Benjamin Roduit a rappelé que la Confédération dispose déjà de moyens très importants pour atteindre ces objectifs : environ 2 milliards de francs par an pour la transition énergétique et la lutte contre le changement climatique, ainsi que 600 millions supplémentaires pour la biodiversité. La révision de la loi sur le CO₂, la loi sur le climat et l’innovation et la loi sur un approvisionnement en électricité sûr reposant sur des énergies renouvelables répondent déjà aux principales exigences de l’initiative. Il n’est donc pas nécessaire de créer un nouveau fonds.
Sur le plan financier, l’initiative pose de sérieux problèmes. Elle prévoit un financement en dehors du frein à l’endettement.
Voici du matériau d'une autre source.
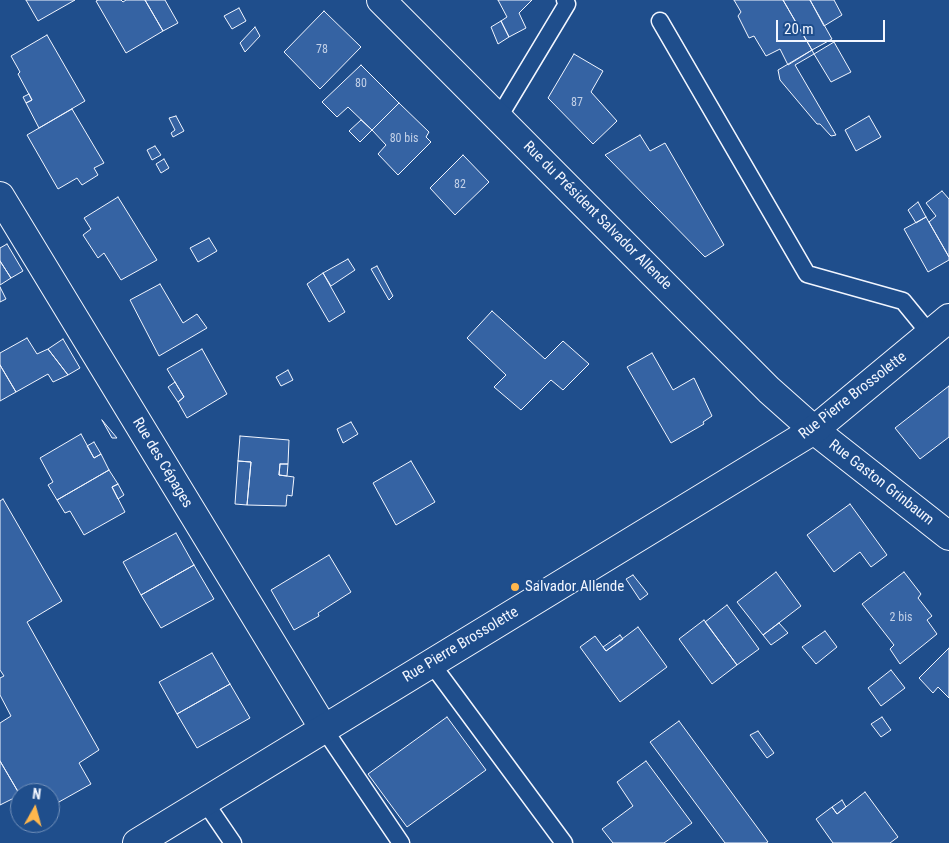 <!DOCTYPE html>
<html>
<head>
<meta charset="utf-8">
<style>
  body { margin:0 }
  #map { position:relative; width:949px; height:843px; overflow:hidden; background:#1f4e8c; font-family:"Roboto Condensed",sans-serif }
  canvas { display:block }
  .north { position:absolute; left:10px; top:783px; width:50px; height:50px; box-sizing:border-box; background:#1f4e8c; border:1px solid #7391ba; border-radius:50%; rotate:7deg; font-size:14px; font-weight:700; line-height:20px; text-align:center; color:#f2f6ff }
  .north::after { content:''; display:block; margin:auto; width:18px; height:22px; background:#ffb74d; clip-path:polygon(50% 0,100% 100%,50% 72%,0 100%) }
  .scale { position:absolute; left:776px; top:20px; width:109px; height:22px; box-sizing:border-box; border:2px solid #f2f6ff; border-top:0; padding-left:6px; font-size:15px; line-height:18px; white-space:nowrap; color:#f2f6ff; -webkit-text-stroke:4px #1f4e8c; paint-order:stroke }
</style>
</head>
<body>
<div id="map">
<canvas width="949" height="843"></canvas>
<div class="north">N</div>
<div class="scale">20 m</div>
</div>
<script>
const context = document.querySelector('canvas').getContext('2d');
context.lineJoin = 'round';
function fillPath(path, color) { context.fillStyle = color; context.fill(path, 'evenodd'); }
const poly = rows => new Path2D(rows.map(r => 'M' + r).join(''));
function stroke(path, color, width, dash) { context.strokeStyle = color; context.lineWidth = width; context.lineCap = dash ? 'butt' : 'round'; context.setLineDash(dash || []); context.stroke(path); }
function label(font, color, halo, rows, align = 'center') {
  context.font = font + ' "Roboto Condensed",sans-serif'; context.lineWidth = 4; context.setLineDash([]); context.textBaseline = 'middle'; context.strokeStyle = halo; context.fillStyle = color; for (const [text, x, y, turn = 0] of rows) {
    context.save(); context.translate(x, y); context.rotate((+turn || 0) * Math.PI / 180); context.textAlign = isNaN(turn) ? turn : align; if (halo) context.strokeText(text, 0, 0); context.fillText(text, 0, 0); context.restore();
  }
}
const building = poly([
  [26,0,75,0,38,21,26,0],
  [98,0,121,0,123,2,126,0,145,0,163,31,126,53,96,1,98,0],
  [145,0,165,0,178,23,163,31,145,0],
  [498,0,532,0,519,13,526,28,509,37,501,21,507,17,498,0],
  [734,0,783,0,812,50,788,65,780,49,766,56,754,36,749,38,738,16,741,12,734,0],
  [783,0,810,0,832,39,812,50,783,0],
  [810,0,834,0,842,15,824,26,810,0],
  [239,8,246,21,232,29,224,16,239,8],
  [324,11,361,47,320,89,284,52,324,11],
  [501,21,509,37,498,44,491,27,501,21],
  [255,27,260,36,245,52,240,43,255,27],
  [47,35,85,101,39,128,26,103,32,100,18,74,20,72,11,56,47,35],
  [834,42,851,72,831,82,814,54,834,42],
  [812,50,814,54,795,65,836,135,831,136,820,124,817,124,780,80,778,70,812,50],
  [574,54,603,71,591,92,617,121,593,144,548,98,574,54],
  [361,65,399,103,372,130,348,107,337,117,322,102,361,65],
  [29,94,32,100,26,103,23,97,29,94],
  [399,103,429,132,426,137,431,142,398,175,378,154,386,145,372,130,399,103],
  [72,109,104,163,94,168,98,175,82,185,77,178,58,189,27,135,72,109],
  [176,116,184,131,173,137,171,133,175,130,169,118,176,116],
  [869,116,881,137,856,151,845,130,869,116],
  [361,120,372,130,360,142,349,131,361,120],
  [640,135,650,151,665,143,724,245,705,257,605,155,640,135],
  [155,146,161,155,152,160,147,150,155,146],
  [463,155,489,182,455,215,430,188,463,155],
  [164,159,169,168,161,173,156,164,164,159],
  [942,191,949,199,949,257,929,222,936,216,926,203,942,191],
  [118,197,157,260,121,280,104,253,98,258,83,235,91,229,84,218,118,197],
  [918,202,926,217,916,223,908,210,918,202],
  [926,217,949,257,949,260,928,272,904,229,926,217],
  [209,238,217,251,198,262,190,248,209,238],
  [7,244,23,271,11,278,0,261,0,248,7,244],
  [348,259,355,270,331,286,323,273,348,259],
  [0,261,11,278,0,285,0,261],
  [377,266,393,296,389,300,371,269,377,266],
  [323,273,345,312,329,322,307,284,323,273],
  [160,284,183,323,197,314,207,328,159,356,130,300,160,284],
  [0,287,6,299,0,302,0,287],
  [492,311,545,359,563,341,589,364,563,390,551,380,521,410,494,387,506,375,467,338,492,311],
  [27,338,37,354,48,349,68,375,53,382,48,374,16,392,0,365,0,353,27,338],
  [63,339,80,368,68,375,48,349,63,339],
  [202,349,227,394,187,418,178,402,184,397,167,369,202,349],
  [652,353,673,390,694,378,712,416,703,422,704,424,671,443,627,367,652,353],
  [0,365,16,392,0,401,0,365],
  [288,370,293,380,281,386,276,377,288,370],
  [175,382,184,397,178,402,168,387,175,382],
  [949,386,949,437,920,459,895,428,949,386],
  [102,420,117,438,112,438,102,420],
  [351,422,358,434,343,443,337,429,351,422],
  [81,434,94,458,101,454,109,470,57,500,48,485,53,482,40,458,81,434],
  [240,436,289,440,288,464,280,464,279,475,294,477,292,496,287,495,286,506,247,505,251,462,238,461,240,436],
  [94,442,101,454,94,458,87,446,94,442],
  [238,461,251,462,247,505,235,504,238,461],
  [411,461,435,502,396,525,373,483,411,461],
  [280,464,288,464,287,476,279,475,280,464],
  [109,470,118,484,112,487,125,512,84,535,70,511,65,513,57,500,109,470],
  [118,484,124,495,118,499,112,487,118,484],
  [3,499,62,601,27,622,99,750,79,763,91,784,50,807,50,793,20,793,20,795,0,761,0,723,11,716,0,695,0,678,4,676,0,670,0,501,3,499],
  [850,504,887,555,871,567,860,552,834,572,807,535,850,504],
  [176,533,194,565,141,595,123,562,176,533],
  [329,555,351,592,318,613,319,616,294,630,271,590,329,555],
  [194,565,214,599,161,628,141,595,194,565],
  [776,572,801,606,763,635,737,602,776,572],
  [904,572,921,594,918,598,932,616,927,620,937,634,900,664,890,649,894,645,862,604,904,572],
  [633,575,648,594,640,600,626,579,633,575],
  [727,605,759,649,737,665,705,622,727,605],
  [704,620,737,665,712,684,679,639,704,620],
  [779,623,788,633,771,645,763,635,779,623],
  [638,627,667,667,620,702,580,647,595,636,606,651,638,627],
  [825,631,837,647,816,664,802,647,825,631],
  [620,635,623,639,606,651,603,647,620,635],
  [949,648,949,698,938,687,933,693,919,678,949,648],
  [212,653,230,684,177,714,159,682,212,653],
  [891,670,905,688,881,706,868,688,891,670],
  [230,684,250,718,197,748,177,714,230,684],
  [447,717,486,770,407,827,368,774,447,717],
  [882,717,891,730,881,737,871,724,882,717],
  [679,721,768,842,766,843,725,843,650,742,679,721],
  [758,731,774,753,767,758,750,735,758,731],
  [0,761,20,795,0,805,0,761],
  [646,761,692,823,664,843,613,843,602,829,633,806,617,782,646,761],
  [865,792,898,837,890,843,833,843,816,819,832,807,837,814,865,792],
  [842,800,846,807,837,814,832,807,842,800]
]);
fillPath(building, '#3563a3');
stroke(building, '#f2f6ff', 1);
const lane = poly([
  [660,21,807,274,903,301,930,334],
  [499,117,567,4,565,0],
  [431,663,564,843],
  [324,729,401,843],
  [205,802,233,843]
]);
const street = poly([
  [381,0,769,390,814,430,949,536],
  [0,196,324,729]
]);
const secondary = poly([
  [137,843,814,430,949,318]
]);
stroke(lane, '#f2f6ff', 19);
stroke(street, '#f2f6ff', 30);
stroke(secondary, '#f2f6ff', 30);
stroke(lane, '#1f4e8c', 16);
stroke(street, '#1f4e8c', 28);
stroke(secondary, '#1f4e8c', 28);
for (const [x, y, r, color] of [
  [515,587,5,"#ffb74d"]
]) { const dot = new Path2D(); dot.arc(x, y, r, 0, 2 * Math.PI); context.fillStyle = color; context.fill(dot); stroke(dot, '#1f4e8c', 2); }
label('12px', '#c3d1e8', null, [
  ["78",322,50],
  ["80",361,84],
  ["87",577,103],
  ["80 bis",404,139],
  ["82",460,185],
  ["2 bis",901,618]
]);
label('15px', '#f2f6ff', '#1f4e8c', [
  ["Rue du Président Salvador Allende",597,216,45],
  ["Rue Pierre Brossolette",853,396,-38],
  ["Rue des Cépages",162,463,59],
  ["Rue Gaston Grinbaum",881,483,38],
  ["Rue Pierre Brossolette",461,645,-31]
]);
label('15px', '#f2f6ff', '#1f4e8c', [
  ["Salvador Allende",525,587]
], 'left');
</script>
</body>
</html>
A défaut, sa mise en œuvre impliquerait très probablement des hausses d’impôts, avec un impact direct sur les ménages et les entreprises.
Benjamin Roduit a également souligné les risques liés à l’efficacité : un fonds exclusivement alimenté par des moyens publics pourrait affaiblir le principe du pollueur-payeur, entraîner une utilisation inefficiente des ressources et faire concurrence aux investissements privés. Enfin, le projet reste trop flou, notamment quant à l’affectation concrète de montants aussi élevés et au financement des mesures liées aux catastrophes climatiques.
➡️ Mot d’ordre du du Centre Valais romand : NON à l’initiative pour un fonds climat
Le Conseil de parti a clairement rejeté cette initiative, par 87,5 % de non, 7,3% de oui et 5,3% d’abstentions.